Mikołajkowe bieganie
Bieg Mikołajów, WrocławW charytatywnym Biegu Mikołajów we Wrocławiu miałam okazję pobiec po raz drugi. Rok temu razem z tatą też wzięliśmy w nim udział. Idea biegu jest prosta: każdy przebiegnięty kilometr to złotówka przeznaczona na cele charytatywne dla chorych dzieciaków z fundacji NA RATUNEK. Ten sam bieg odbył się równocześnie w Warszawie. Ta impreza jest największą biegową imprezą mikołajkową w Polsce.

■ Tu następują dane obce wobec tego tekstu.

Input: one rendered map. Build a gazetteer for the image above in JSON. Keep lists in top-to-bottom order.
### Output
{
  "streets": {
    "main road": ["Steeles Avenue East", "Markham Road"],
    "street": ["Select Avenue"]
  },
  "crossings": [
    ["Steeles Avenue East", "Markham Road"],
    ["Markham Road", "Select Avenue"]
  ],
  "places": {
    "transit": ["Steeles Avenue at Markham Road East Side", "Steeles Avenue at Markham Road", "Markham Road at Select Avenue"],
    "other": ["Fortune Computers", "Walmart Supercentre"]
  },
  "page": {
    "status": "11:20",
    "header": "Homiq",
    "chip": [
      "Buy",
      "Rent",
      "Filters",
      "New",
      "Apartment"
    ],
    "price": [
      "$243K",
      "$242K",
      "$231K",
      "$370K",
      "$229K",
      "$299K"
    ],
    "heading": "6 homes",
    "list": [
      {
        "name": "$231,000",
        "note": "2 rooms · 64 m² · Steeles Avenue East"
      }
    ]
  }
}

Na starcie pojawiło się prawie tysiąc biegaczy. Spotkaliśmy się na terenie Akademii Wychowania Fizycznego. Do przebiegnięcia były cztery okrążenia po 2,5 km, ale nie było konieczności przebiegnięcie pełnej trasy aby bieg został zaliczony. Wystarczyło jedno okrążenie by znaleźć się w klasyfikacji - dzięki temu w imprezie o szczytym celu mógł wziąć udział każdy. Organizatorzy gorąco zachęcali do przebiegnięcia jak najdłuższego odcinka, ponieważ każdy przebiegnięty kilometr to kolejna złotówka na szczytny cel!

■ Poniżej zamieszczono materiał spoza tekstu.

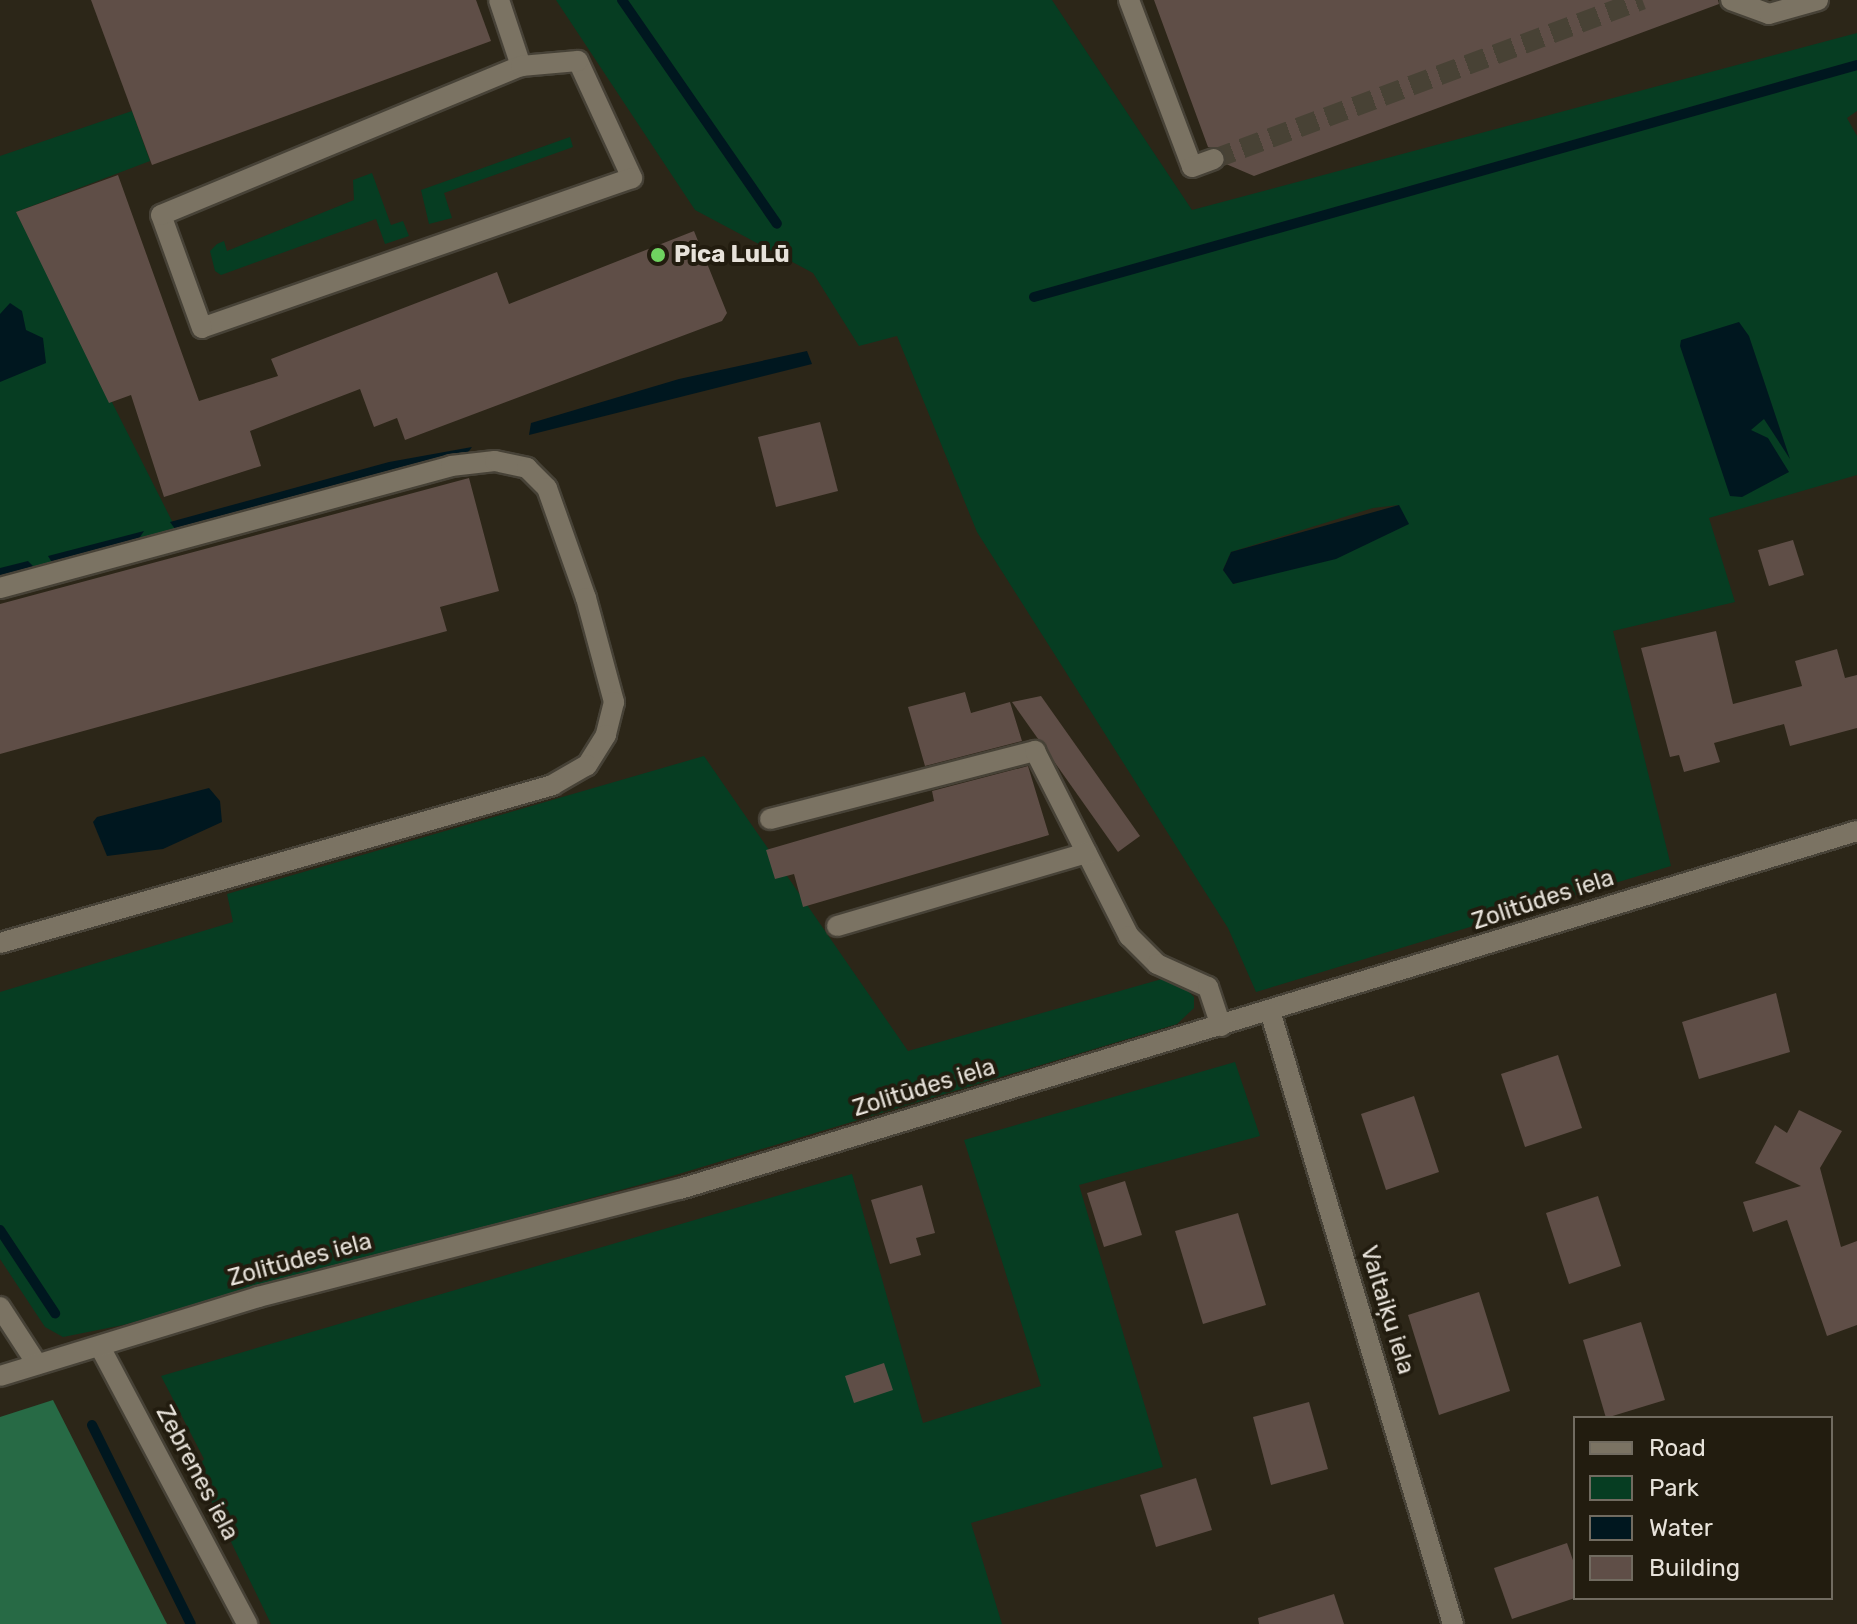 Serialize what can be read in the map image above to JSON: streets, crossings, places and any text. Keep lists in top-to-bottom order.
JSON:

Tradycją tego biegu jest to, że biegacze w pakietach startowych otrzymują czapki św. Mikołaja. Oczywiście wszyscy chętnie je ubierają na czas trwania tej imprezy. Na trasie biegu jest czerwono, sympatycznie i radośnie. Wiele osób tego dnia przebiera się za postacie kojarzące się ze świętami: mikołaje, renifery, czy śnieżynki. Widziałam też osoby przebrane za prezent, choinkę, a nawet bałwana. Było ich naprawdę sporo. Kreatywności nie brakowało, pewnie za sprawą tego, że w ramach tego biegu odbywa się konkurs na najlepsze przebranie biegowe. W tym roku do zgarnięcia był 3-dniowy pobyt na Słowacji - tak, tak… żałowałam, że też się nie przebrałam!

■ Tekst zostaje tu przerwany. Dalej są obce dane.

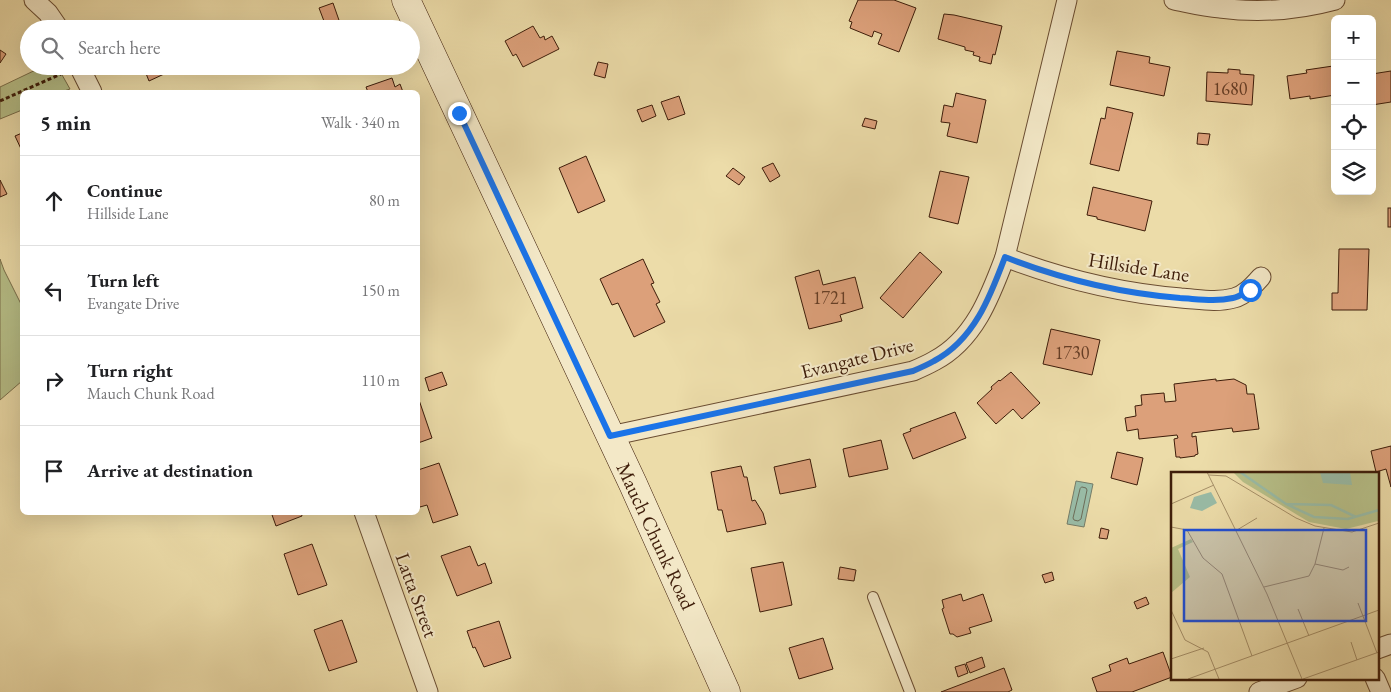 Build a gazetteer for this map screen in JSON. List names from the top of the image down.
{
  "streets": {
    "main road": ["Mauch Chunk Road"],
    "street": ["Hillside Lane", "Evangate Drive", "Latta Street"]
  },
  "crossings": [
    ["Hillside Lane", "Evangate Drive"],
    ["Evangate Drive", "Mauch Chunk Road"]
  ],
  "house_numbers": ["1680", "1721", "1730"],
  "page": {
    "map_buttons": ["+", "−"],
    "search": "Search here",
    "heading": ["5 min", "Walk · 340 m"],
    "list": [
      ["Continue", "Hillside Lane", "80 m"],
      ["Turn left", "Evangate Drive", "150 m"],
      ["Turn right", "Mauch Chunk Road", "110 m"],
      "Arrive at destination"
    ]
  }
} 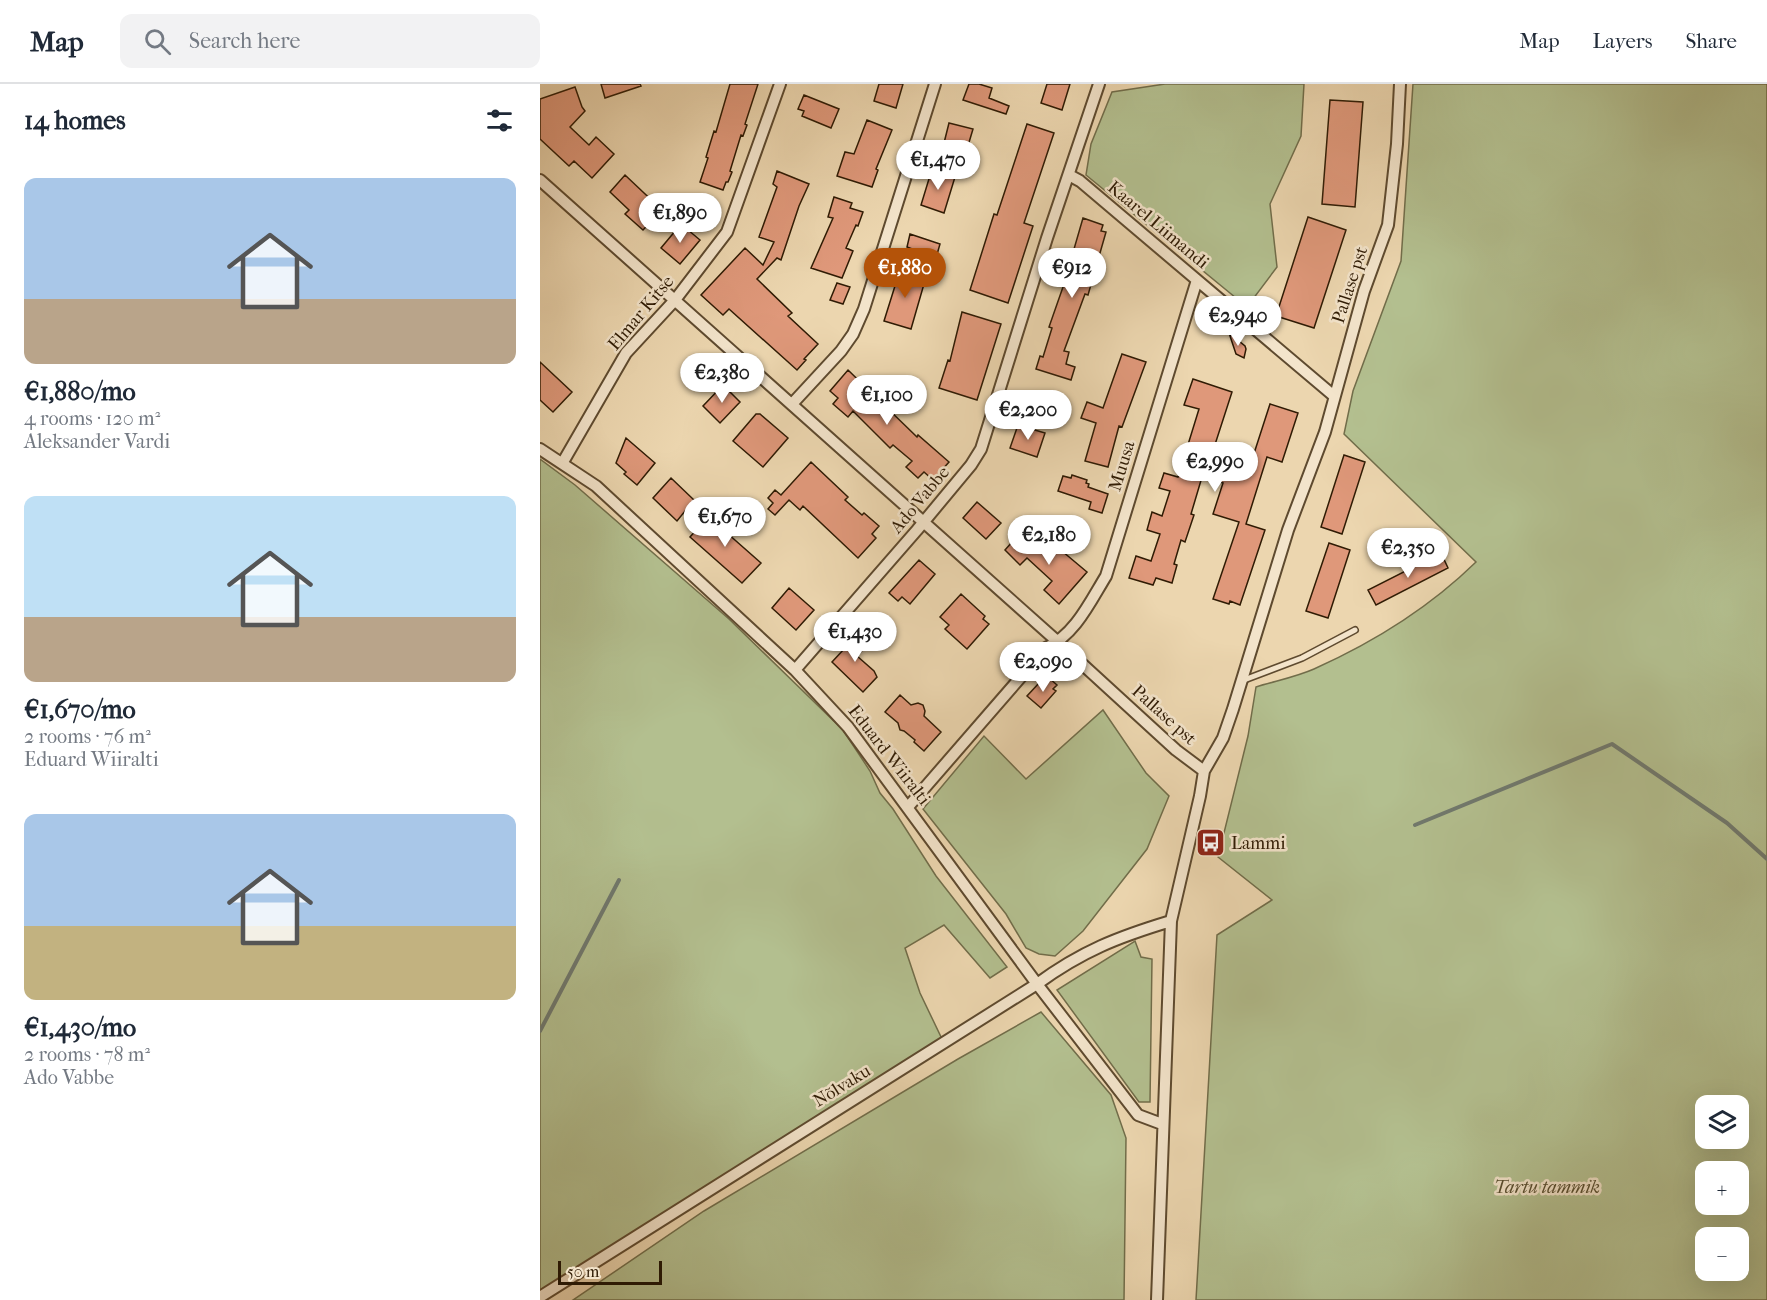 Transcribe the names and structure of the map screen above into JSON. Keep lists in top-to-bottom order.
{
  "streets": {
    "street": [
      "Kaarel Liimandi",
      "Pallase pst",
      "Elmar Kitse",
      "Muusa",
      "Ado Vabbe",
      "Eduard Wiiralti",
      "Nõlvaku"
    ]
  },
  "crossings": [
    ["Kaarel Liimandi", "Pallase pst"],
    ["Kaarel Liimandi", "Muusa"],
    ["Kaarel Liimandi", "Ado Vabbe"],
    ["Pallase pst", "Elmar Kitse"],
    ["Pallase pst", "Muusa"],
    ["Pallase pst", "Ado Vabbe"],
    ["Elmar Kitse", "Eduard Wiiralti"],
    ["Muusa", "Eduard Wiiralti"],
    ["Ado Vabbe", "Eduard Wiiralti"],
    ["Eduard Wiiralti", "Nõlvaku"]
  ],
  "parks": ["Tartu tammik"],
  "places": {
    "bus stop": ["Lammi"]
  },
  "scale_bar": "50 m",
  "page": {
    "header": "Map",
    "search": "Search here",
    "nav": ["Map", "Layers", "Share"],
    "heading": "14 homes",
    "price": [
      "€1,470",
      "€1,890",
      "€1,880",
      "€912",
      "€2,940",
      "€2,380",
      "€1,100",
      "€2,200",
      "€2,990",
      "€1,670",
      "€2,180",
      "€2,350",
      "€1,430",
      "€2,090"
    ],
    "list": [
      {
        "name": "€1,880/mo",
        "note": "4 rooms · 120 m² · Aleksander Vardi"
      },
      {
        "name": "€1,670/mo",
        "note": "2 rooms · 76 m² · Eduard Wiiralti"
      },
      {
        "name": "€1,430/mo",
        "note": "2 rooms · 78 m² · Ado Vabbe"
      }
    ],
    "map_buttons": ["+", "−"],
    "scale": "50 m"
  }
}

Nie lubię biegania pętel, ale tym razem zupełnie mi to nie przeszkadzało. Trasa nie dłużyła się, minęła bardzo szybko. Tato biegł obok mnie. Przebiegliśmy nawet jedno okrążenie więcej. Dlaczego? Na mecie zegarek biegowy pokazywał dystans 9,22 km. A biegacz nie lubi przecież przerywać treningu na nieokrągłej liczbie! Początkowo w planie było zatrzymanie się na dziesiątym kilometrze, ale tata zaproponował dokończenia tego okrążenia w całości. Przebiegliśmy więc dystans 12 kilometrów. Tacy jesteśmy ambitni!
Czy ten bieg jest fajny? Tak, bo pomaganie jest fajne! Pomagali i ci młodsi i ci starsi. Większość biegła, niektórzy szli. Ale… pomagali wszyscy! To było najważniejsze w tym dniu. Wszyscy tego dnia byliśmy mikołajami.
Czas uzyskany przeze mnie pozwolił mi zająć 80. miejsce w kategorii OPEN. Tato był tuż za mną.
Dlaczego bieganie jest fajne? Bo możesz być wysportowanym (bez nadwagi) Mikołajem!